The Gratuitous Promise

The Gratuitous Promise: not worth anything, but I'm making it anyway!.........My thoughts as a stay-at-home mom turned law student, who just passed the California bar exam.

Tuesday, November 18, 2008

Do We Become Our Grandparents?

Too many times it seems like I base my actions on doing the opposite of what my parents do. There are lots of things they do and have done that are annoying or hurtful, and I purposefully want to be a different kind of parent to my own children.

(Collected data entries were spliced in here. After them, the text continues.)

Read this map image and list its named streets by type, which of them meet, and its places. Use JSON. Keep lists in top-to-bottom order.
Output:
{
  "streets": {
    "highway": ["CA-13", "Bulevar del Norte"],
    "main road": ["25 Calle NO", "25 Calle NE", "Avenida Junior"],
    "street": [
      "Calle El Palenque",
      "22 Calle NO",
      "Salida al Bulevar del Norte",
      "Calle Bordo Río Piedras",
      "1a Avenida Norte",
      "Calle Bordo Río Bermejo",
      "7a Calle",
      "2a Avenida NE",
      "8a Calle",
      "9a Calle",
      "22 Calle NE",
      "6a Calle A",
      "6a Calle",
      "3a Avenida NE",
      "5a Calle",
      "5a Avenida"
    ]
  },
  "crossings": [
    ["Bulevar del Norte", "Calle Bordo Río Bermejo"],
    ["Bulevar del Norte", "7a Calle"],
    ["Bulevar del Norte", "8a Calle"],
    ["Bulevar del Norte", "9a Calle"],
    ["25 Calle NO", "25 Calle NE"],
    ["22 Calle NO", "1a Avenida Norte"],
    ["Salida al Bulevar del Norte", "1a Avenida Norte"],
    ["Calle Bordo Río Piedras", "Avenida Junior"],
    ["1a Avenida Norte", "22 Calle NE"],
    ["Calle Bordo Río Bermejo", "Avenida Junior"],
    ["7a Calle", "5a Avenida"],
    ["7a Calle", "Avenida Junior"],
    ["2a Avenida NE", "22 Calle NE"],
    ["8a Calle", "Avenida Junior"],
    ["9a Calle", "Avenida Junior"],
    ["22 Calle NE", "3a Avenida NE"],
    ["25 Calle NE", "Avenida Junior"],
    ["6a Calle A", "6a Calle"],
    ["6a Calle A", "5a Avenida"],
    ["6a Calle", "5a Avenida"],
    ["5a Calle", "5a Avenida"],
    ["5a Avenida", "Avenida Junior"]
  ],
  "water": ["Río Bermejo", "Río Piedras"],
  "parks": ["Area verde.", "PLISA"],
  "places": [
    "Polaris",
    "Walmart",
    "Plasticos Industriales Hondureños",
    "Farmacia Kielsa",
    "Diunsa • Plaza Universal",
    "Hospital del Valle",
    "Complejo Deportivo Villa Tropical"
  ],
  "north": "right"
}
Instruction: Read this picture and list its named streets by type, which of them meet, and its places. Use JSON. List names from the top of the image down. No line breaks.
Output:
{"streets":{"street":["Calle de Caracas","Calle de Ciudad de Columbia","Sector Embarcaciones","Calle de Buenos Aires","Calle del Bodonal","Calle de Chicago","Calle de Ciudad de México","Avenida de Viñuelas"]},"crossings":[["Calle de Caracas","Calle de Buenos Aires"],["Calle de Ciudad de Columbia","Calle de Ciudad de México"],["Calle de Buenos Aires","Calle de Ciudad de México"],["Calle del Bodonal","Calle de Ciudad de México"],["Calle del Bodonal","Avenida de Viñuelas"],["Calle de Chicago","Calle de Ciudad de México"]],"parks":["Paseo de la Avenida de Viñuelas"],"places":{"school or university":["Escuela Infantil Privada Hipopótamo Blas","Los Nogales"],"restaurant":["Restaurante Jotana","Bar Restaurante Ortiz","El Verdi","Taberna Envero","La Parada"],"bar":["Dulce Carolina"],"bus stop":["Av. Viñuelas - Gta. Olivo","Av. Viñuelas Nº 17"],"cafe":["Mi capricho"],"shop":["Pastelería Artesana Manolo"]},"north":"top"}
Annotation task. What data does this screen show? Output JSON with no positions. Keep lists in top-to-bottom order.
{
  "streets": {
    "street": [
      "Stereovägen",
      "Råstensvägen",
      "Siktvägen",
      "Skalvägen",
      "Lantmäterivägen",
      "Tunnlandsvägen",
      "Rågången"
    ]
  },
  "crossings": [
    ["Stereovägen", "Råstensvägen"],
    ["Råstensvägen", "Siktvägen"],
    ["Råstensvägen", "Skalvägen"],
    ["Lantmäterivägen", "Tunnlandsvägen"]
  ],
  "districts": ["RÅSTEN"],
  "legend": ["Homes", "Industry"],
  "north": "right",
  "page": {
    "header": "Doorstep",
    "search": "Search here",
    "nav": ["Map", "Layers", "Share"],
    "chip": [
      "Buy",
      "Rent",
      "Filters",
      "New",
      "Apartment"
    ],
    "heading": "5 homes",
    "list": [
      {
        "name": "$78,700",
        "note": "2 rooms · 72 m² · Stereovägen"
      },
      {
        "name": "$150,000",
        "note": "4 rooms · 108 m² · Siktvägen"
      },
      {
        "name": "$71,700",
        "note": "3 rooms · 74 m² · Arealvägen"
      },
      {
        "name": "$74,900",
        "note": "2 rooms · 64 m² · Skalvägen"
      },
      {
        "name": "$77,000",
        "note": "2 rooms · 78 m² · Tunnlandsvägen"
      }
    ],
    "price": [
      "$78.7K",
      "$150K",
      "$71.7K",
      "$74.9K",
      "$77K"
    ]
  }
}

I suppose one of the areas that sticks out in my mind the most is being forced to share. Yes, I know. Children are by nature greedy and self-centered ("NO" and "mine" are usually among the first words spoken), and need to be taught that the world doesn't revolve around them. But to me, it seemed very communistic for my mom to have made me share things with my sister, when I was the one who had an after-school job, earned extra money, and bought the items myself. What about property rights, or don't people under 18 have those?

Perhaps it was easier, having one boy and one girl, and clothes-sharing not an issue, but I recall making sure my children were not forced to share. "Give that back to your sister. That is hers," was something my son heard me say, though never uttered by my parents.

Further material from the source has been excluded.